Volunteer for a Caregiving Organization

There are numerous organizations which offer an opportunity to get involved in helping caregivers in your local community.  Whether it is home meal delivery, transportation needs, raising funds through a walk-a-thon – these are just a few things you can sign up for which support the caregivers where you live.

Here are some Web sites to check out in the various areas of caregiver support:

Home meal deliveries:  More than eight million caregivers live long distance from their loved one and cannot be there every day to ensure they eat properly or at all.  Meals on Wheels has more than 2.5 million volunteers who pack and deliver 1 million meals every day to those who are homebound – many of them over the age of 60.  Their latest campaign is for Mother’s Day – volunteer to deliver a meal, donate $7 for a meal for a mom, or send a greeting card from their Web site.  Meals on Wheels is about more than food – read my blog on Soul Food.

Transportation and Senior Driving Safety: Getting around is another way to help caregivers and their loved ones.  Check these sites for becoming a volunteer driver:  National Center for Senior Transportation, CarFit,  ITNAmerica

Faith-based organizations: Many local churches, synagogues and mosques offer support groups and other ways to help caregivers.  An inter-faith non-profit organization which has a plethora of volunteering opportunities is National Volunteer Caregiving Network (formerly known as Faith in Action Network).  Typical services include transportation, grocery shopping, minor home repairs, friendly visiting, bill paying, light housekeeping and respite for the caregiver.

Hospice care:  When facing end-of-life situations, there is an amazing network of volunteers for hospice support.  More than 460,000 Americans volunteer every year to bring comfort and peace to grieving families – and, 20 percent of these volunteers are new to hospice care.  Hospice volunteers find it personal gratifying and emotionally fulfilling to help families through what they call this “living” rather than “dying” experience.  In fact, to de-institutionalize hospice care, facilities who receive Medicare or Medicaid reimbursement must have 5 percent of the hours of care provided be performed by volunteers.

Former Caregivers As Volunteers

You would think once a caregiver has been through their journey of caring for a loved one, they are ready to relax and take a long break.  Not so according to a study published in the Journal of Gerontology that found that older adult caregivers were more likely to be volunteers than non-caregivers.

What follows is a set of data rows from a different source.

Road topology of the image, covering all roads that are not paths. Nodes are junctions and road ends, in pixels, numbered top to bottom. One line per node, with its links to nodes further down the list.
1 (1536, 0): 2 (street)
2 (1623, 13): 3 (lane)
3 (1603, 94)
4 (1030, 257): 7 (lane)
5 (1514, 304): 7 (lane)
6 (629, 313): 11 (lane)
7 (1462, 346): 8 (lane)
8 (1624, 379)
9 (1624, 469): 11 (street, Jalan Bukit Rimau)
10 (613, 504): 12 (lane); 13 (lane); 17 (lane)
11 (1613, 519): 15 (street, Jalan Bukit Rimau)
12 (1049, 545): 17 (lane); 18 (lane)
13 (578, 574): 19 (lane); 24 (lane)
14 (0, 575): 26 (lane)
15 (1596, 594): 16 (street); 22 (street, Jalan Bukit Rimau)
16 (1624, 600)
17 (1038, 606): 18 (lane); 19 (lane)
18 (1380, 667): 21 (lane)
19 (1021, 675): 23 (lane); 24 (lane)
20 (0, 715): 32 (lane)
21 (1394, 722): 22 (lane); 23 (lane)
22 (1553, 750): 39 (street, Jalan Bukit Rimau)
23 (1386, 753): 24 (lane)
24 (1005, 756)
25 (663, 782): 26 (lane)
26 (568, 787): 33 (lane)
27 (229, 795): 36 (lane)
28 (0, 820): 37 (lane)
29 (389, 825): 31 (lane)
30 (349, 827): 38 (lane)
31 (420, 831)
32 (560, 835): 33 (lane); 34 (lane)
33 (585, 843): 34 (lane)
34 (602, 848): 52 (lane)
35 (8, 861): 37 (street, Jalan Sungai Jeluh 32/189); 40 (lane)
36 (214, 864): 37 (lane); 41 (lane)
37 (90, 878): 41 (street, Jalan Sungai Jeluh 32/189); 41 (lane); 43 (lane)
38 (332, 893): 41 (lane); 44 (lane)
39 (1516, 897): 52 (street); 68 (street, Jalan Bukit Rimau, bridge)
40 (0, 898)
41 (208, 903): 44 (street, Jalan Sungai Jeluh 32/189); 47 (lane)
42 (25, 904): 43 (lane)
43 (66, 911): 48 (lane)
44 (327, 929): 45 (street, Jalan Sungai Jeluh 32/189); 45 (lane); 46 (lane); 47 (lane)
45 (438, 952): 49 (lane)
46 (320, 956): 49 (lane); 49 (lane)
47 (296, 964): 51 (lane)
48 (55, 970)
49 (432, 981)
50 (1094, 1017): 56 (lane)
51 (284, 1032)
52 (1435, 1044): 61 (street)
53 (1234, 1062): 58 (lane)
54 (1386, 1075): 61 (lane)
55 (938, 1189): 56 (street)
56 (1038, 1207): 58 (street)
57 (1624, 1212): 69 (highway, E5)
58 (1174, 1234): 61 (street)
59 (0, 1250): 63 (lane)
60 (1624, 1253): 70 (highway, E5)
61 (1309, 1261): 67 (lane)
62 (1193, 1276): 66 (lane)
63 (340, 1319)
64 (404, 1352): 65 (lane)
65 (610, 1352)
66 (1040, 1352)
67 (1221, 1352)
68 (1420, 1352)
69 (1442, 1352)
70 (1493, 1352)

The study found that caregivers become “embedded in networks” once they become a caregiver, thus making them more likely to continue to seek these social interactions with like minds.  They also have a routine of performing tasks for others – something they do not abandon even after caregiving ends.  Thus, caregivers are more likely to become involved in social networking and organizational memberships.  And, they may become very passionate about a cause which affected their loved one – great high profile examples are David Hyde Pierce who is a tireless advocate for finding a cure to the Alzheimer’s disease that affected his father and grandfather, and Holly Robinson Peete who created the HollyRod Foundation to support families facing Parkinson’s disease and autism which affected her father and son respectively.

Also, older adults find volunteering an integral part of their desire to give back to society (a strong trait that ties us Baby Boomers together). Thus, caregivers uniquely combine their “obligatory” activity (caregiving) with later “discretionary activities” (volunteering).

One way for former caregivers to get involved in their communities by helping other caregivers is through the National Family Caregivers Association Caregiver Community Action Network (CCANers).  This caregiving “mentor/volunteers” network helps to spread the word about caregiving through interaction with private and public agencies especially during November’s National Family Caregiving Month.

Make a plan to “up your cultural capital” and care for the caregivers.  Get up and out and volunteer to support caregivers this week (and every week).